The editors of Narrative have awarded Paisley Rekdal (CRF 2017) the Narrative Prize, given annually for the best work by an emerging writer published in Narrative. Rekdal, who grew up in Seattle and now teaches at the University of Utah, receives the award for a trilogy of recent poems—“Quiver,” “Telling the Wasps,” and “The Olive Tree at Vouves,” which combine Keatsian lyricism with a mortal questioning of the nature of memory in the modern age.
In giving the award to Rekdal, Narrative’s poetry editor Michael Wiegers noted, “Rekdal revivifies the possibility of the public intellectual. Her poems are groundbreaking investigations—and reinterpretations—of long-treasured Western myths that she infuses with personal urgency and meaning. Already a force in American literature, Rekdal will delight and engage readers’ minds and hearts for decades to come.”

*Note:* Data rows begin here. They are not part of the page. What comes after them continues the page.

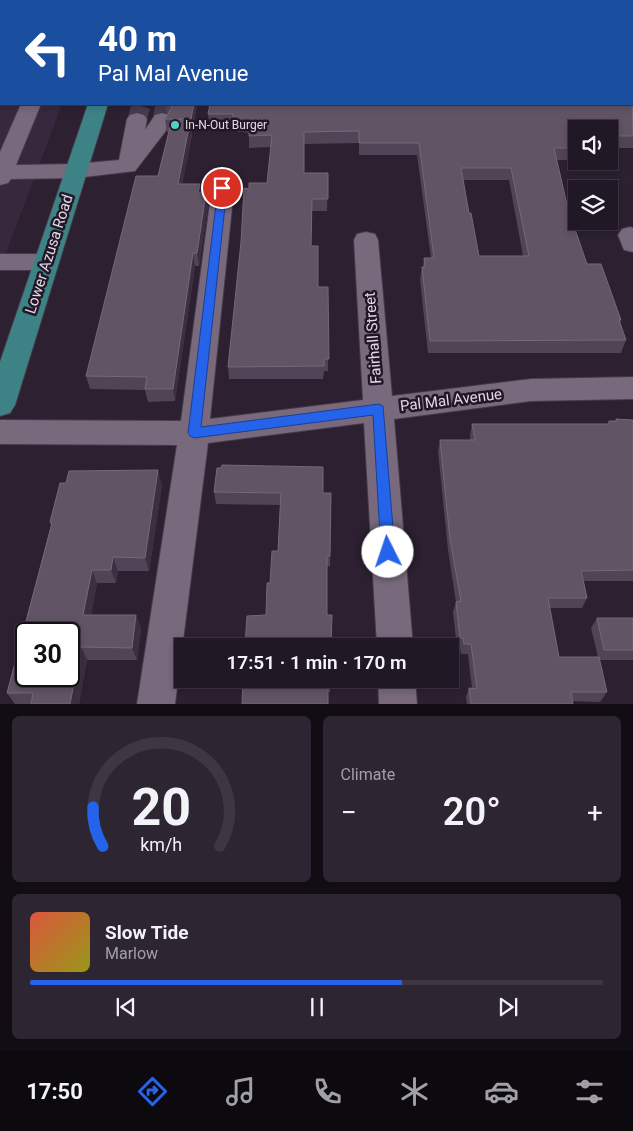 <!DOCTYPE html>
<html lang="en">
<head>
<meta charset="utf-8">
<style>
	body { margin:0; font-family:Roboto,sans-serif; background:#2d2532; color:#f1f3f6; height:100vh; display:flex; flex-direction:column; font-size:19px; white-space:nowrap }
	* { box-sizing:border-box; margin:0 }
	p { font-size:16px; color:#a2a0a7 }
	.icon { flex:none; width:28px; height:28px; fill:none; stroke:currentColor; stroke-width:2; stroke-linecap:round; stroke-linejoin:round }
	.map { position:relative; height:704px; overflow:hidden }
	.side { display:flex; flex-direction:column; gap:12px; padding:12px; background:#120d14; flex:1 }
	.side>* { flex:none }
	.hud { position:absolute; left:0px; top:0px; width:634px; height:105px; box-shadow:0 2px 8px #0003,0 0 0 1px #3e3742; background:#1a4fa0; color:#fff; overflow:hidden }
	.controls { position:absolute; left:568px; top:120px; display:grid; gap:10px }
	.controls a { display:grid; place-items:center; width:50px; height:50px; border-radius:0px; background:#211825; box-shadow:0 2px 8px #0003,0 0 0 1px #3e3742; font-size:25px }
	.speed { position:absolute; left:15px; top:622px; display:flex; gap:10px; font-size:25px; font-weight:700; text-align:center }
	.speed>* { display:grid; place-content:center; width:65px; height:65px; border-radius:50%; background:#211825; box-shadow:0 2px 8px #0003,0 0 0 1px #3e3742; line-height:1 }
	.speed .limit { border:2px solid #111; border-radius:8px; background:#fff; color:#111 }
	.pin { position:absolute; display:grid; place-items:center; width:42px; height:42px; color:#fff; margin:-21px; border:2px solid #fff; border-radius:50%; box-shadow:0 1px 5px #0007 }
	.me { position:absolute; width:55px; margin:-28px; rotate:356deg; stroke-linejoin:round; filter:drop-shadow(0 0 4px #0008) }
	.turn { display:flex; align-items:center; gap:18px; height:105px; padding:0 15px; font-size:22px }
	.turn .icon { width:65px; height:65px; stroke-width:2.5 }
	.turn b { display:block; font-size:35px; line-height:42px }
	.big { font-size:38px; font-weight:600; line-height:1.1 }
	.side .tile { flex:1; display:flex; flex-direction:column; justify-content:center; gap:8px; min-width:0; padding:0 18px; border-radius:8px; background:#2d2532 }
	.side .dial { align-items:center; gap:0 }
	.dial svg { height:130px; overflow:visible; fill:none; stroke:#3e3742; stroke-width:7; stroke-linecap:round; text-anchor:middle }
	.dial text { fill:#f1f3f6; stroke:none }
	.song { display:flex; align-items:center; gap:15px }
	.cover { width:60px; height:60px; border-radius:8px; background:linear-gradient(135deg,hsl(10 70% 55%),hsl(60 70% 35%)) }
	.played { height:5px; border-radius:2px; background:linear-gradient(90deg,#2563eb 65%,#3e3742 65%) }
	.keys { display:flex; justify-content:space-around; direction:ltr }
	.heat { display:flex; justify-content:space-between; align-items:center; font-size:28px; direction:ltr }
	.side .tiles { flex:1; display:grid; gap:12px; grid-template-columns:1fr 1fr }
	.tile:last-child { grid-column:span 2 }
	.trip { position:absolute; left:174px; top:638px; width:285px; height:50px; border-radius:0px; background:#211825; box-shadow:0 2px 8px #0003,0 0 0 1px #3e3742; font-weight:600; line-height:50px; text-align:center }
	.tab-bar { display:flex; height:80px; justify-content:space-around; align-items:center; background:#0d0a0f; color:#a2a0a7 }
	.tab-bar .icon { width:35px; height:35px }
	.tab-bar .current { color:#2563eb }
	.tab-bar b { font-size:22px; color:#f1f3f6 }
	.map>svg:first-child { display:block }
</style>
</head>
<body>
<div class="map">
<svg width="633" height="704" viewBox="0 0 633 704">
	<rect width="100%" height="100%" fill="#2c2031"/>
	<!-- built -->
	<polygon fill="#37283d" points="0,0 101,0 1,1 1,104 62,104 0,269"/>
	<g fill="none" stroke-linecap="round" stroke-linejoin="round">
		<!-- minor-tunnel -->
		<g stroke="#473c4c" stroke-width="19" stroke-dasharray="19 10" stroke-linecap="butt">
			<polyline points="137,119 141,106"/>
			<polyline points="162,119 165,106"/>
		</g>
		<defs>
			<g id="minor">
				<polygon points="34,0 138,0 139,1 34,1"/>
				<rect x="632" y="69" width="1" height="12"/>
				<polygon points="21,104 41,104 16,165 76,164 119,160 127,119 130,115 137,113 144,115 147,119 145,130 155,115 162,113 169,115 172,119 165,132 135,171 76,178 11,179 8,183 0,185 0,152"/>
				<polygon points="223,181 231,183 234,188 210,419 363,400 354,240 357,234 366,232 375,234 378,240 392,396 531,379 633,377 633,399 531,401 394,419 413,646 377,646 364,423 208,443 175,704 137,704 177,445 0,444 0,420 181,421 212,188 215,183"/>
				<polygon points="630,227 633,228 633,252 624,250 618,235 622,229"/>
				<polygon points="0,254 47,254 56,256 59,262 56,268 47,270 0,270"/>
				<polygon points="378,679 415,679 417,704 379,704"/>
			</g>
			<polygon id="major" points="88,104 108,104 15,405 10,413 0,416 0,362"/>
		</defs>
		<!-- minor casing -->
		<use href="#minor" stroke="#453b49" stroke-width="2"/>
		<!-- major casing -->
		<use href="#major" stroke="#453b49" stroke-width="2"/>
		<!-- minor -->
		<use href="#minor" fill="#78697d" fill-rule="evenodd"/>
		<!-- major -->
		<use href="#major" fill="#3d8386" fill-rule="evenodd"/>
	</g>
	<!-- wall -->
	<g fill="#514456" fill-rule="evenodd">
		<path d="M633,94V148H609V129H576V157L575,160H556L568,209L587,264L621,320L620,323L626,340L621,353H428L420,280L422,267H423L424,258H431L417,155H359V143L304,144V173H328L327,211H312L311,246L318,287H328V371H324L323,379H229L228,367L249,189L267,183L271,147L249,148V133L234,131L233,126H210L208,114ZM463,180H509L523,256H479L469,213Z"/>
		<polygon points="165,104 197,104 197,106 192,132 191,132 192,135 182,184 201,193 206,193 208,206 199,266 195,266 175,401 148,402 145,390 90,389 86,376 158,176 169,132 167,132 165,119 169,113 166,112"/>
		<polygon points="616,419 633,420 633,581 584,581 587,598 582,608 550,608 559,657 598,657 591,628 597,618 633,618 633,660 599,660 607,692 600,702 572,701 573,704 467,704 466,697 469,688 472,688 468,654 461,654 460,648 457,648 453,612 456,602 448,550 438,451 440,440 470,440 470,436 472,424 608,424 609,421 615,421"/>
		<polygon points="162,485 149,571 118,571 116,583 97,583 91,615 141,628 137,660 87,660 79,704 15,704 7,693 51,526 50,522"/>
		<polygon points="214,492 331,493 330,566 270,583 278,551 280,505 216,504"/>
		<polygon points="243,679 330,679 330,692 328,692"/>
	</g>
	<!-- shaded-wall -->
	<g fill="#3c2f41">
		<polygon points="0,0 12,0 11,1 1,1 1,8 0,9"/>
		<polygon points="194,104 197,104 197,106 192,132 191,119"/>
		<polygon points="190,122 192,135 180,197 178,184"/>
		<polygon points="200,184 202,197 198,193"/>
		<polygon points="206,193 208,206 199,266 197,253"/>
		<polygon points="193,253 195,266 175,401 173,389"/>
		<polygon points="158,470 162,485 149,571 145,558"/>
		<polygon points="113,557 118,571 116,583 111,570"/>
		<polygon points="92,570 97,583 89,628 83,615"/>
		<polygon points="136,615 141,628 137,660 132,648"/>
		<polygon points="81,647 87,660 79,704 70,704"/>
	</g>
	<!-- building -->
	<g fill="#605465" stroke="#746979" fill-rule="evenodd">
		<polygon points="175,0 633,0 633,41 632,1 174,1"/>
		<path d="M632,94L633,136H609V129H576V148H554L568,209L587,264H601L621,320H619L626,340L430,341L422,267H425L424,258H434L419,143H359V131L304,132V173H328V199H312L311,246H318V287H328L329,359H324V366L228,367L241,242L244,188L249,189V183H267L272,135L249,136L250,121L233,119V114H208L210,104H632ZM461,168H511L529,256H479L471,213H469Z"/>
		<polygon points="170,104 194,104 191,119 178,119 190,122 178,184 200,184 198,193 206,193 197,253 193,253 173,389 145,389 147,377 86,376 136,176 158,176 172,119 165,119 172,107"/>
		<polygon points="616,419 633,420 633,570 581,571 587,598 548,598 559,657 599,657 607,692 571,692 573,704 471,704 469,688 477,689 471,644 464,644 463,638 460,638 456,602 461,601 450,539 440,440 475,440 472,424 609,424 609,421 617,421"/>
		<polygon points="222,465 323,467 323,493 331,493 330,556 327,556 327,615 332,615 331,646 245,646 247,616 266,615 267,583 270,583 272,551 278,551 281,493 214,492 217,468 221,468"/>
		<path d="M158,470L145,558L113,557L111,570H92L83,615H136L132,648L81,647L70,704H31L33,693H7L52,523L50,522L60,483H66L69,471ZM26,634H69V676H26Z"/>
		<polygon points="597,618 633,618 633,650 604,650"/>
		<polygon points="243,679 330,679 330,683 328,683 328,704 242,704"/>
	</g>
	<!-- route -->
	<polygon fill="#2563eb" stroke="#184099" points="222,185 227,188 201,427 379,404 383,406 395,552 393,556 388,558 383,556 381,552 373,415 194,438 190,436 188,433 218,188"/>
	<!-- markers -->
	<circle fill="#56cec2" stroke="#221627" stroke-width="2" cx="175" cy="125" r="5"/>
	<g text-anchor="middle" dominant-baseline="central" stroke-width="5" stroke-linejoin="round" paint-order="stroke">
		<!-- far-poi labels -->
		<g font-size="12" fill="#e1d9e4" stroke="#221627" text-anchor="start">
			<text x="185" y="125">In-N-Out Burger</text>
		</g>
		<!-- street labels -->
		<g font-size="15" fill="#e1d9e4" stroke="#221627">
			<text transform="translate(49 254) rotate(-72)">Lower Azusa Road</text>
			<text transform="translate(373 338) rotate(-94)">Fairhall Street</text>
			<text transform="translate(451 400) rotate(-7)">Pal Mal Avenue</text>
		</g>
	</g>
</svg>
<div class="controls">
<a><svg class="icon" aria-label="sound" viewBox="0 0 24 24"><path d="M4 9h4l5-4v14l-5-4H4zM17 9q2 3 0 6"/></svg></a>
<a><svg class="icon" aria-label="layers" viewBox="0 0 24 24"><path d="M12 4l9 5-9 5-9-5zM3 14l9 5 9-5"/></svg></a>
</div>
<div class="speed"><div class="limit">30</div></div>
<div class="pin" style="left:222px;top:188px;background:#d93025"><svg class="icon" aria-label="arrive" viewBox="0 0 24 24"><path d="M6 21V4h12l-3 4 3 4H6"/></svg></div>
<svg class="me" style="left:388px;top:552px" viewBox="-20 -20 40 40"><circle r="19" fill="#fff"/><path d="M0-13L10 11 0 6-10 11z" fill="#2563eb"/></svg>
<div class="trip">17:51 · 1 min · 170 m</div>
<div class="hud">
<div class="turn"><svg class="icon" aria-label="left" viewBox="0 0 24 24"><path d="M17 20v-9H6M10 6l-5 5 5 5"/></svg><div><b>40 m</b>Pal Mal Avenue</div></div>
</div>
</div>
<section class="side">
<div class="tiles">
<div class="tile dial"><svg viewBox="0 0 100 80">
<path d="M14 69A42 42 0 1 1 86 69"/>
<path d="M14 69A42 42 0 0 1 8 45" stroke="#2563eb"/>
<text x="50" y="56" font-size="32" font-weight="700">20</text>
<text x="50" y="72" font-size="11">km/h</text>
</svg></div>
<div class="tile"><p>Climate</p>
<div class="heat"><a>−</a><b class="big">20°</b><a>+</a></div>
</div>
<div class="tile">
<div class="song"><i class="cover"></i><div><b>Slow Tide</b><p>Marlow</p></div></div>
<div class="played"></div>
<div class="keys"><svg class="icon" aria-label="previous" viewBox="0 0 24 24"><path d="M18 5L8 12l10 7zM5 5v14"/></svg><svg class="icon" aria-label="pause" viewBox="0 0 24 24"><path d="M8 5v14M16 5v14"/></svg><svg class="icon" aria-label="next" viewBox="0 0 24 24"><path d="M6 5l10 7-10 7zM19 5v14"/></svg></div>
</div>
</div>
</section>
<nav class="tab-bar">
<b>17:50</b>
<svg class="icon current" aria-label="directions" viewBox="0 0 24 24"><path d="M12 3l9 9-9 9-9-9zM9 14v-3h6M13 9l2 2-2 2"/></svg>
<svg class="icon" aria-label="music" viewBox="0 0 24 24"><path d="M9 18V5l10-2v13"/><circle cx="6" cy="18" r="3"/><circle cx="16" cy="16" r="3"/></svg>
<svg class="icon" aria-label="phone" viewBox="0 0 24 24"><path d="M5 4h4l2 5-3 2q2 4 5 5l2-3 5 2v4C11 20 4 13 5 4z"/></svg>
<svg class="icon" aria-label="climate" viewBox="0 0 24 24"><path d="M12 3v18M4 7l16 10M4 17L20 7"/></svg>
<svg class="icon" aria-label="car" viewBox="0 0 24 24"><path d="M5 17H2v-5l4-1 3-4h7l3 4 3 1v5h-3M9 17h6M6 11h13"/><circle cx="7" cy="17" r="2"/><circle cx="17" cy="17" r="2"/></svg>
<svg class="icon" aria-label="filters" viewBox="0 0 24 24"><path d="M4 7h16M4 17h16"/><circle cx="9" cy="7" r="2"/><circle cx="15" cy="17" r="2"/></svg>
</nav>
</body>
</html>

Rekdal, the daughter of a Chinese American mother and a Norwegian father, has lived in many countries, including France, South Korea, Ireland, and Vietnam, and her work embraces a diverse, multicultural view. She earned a BA from the University of Washington, an MA from the University of Toronto, and an MFA from the University of Michigan. She is the author of several poetry collections, including Six Girls without Pants and A Crash of Rhinos, as well as a collection of essays, The Night My Mother Met Bruce Lee. She is Utah’s Poet Laureate.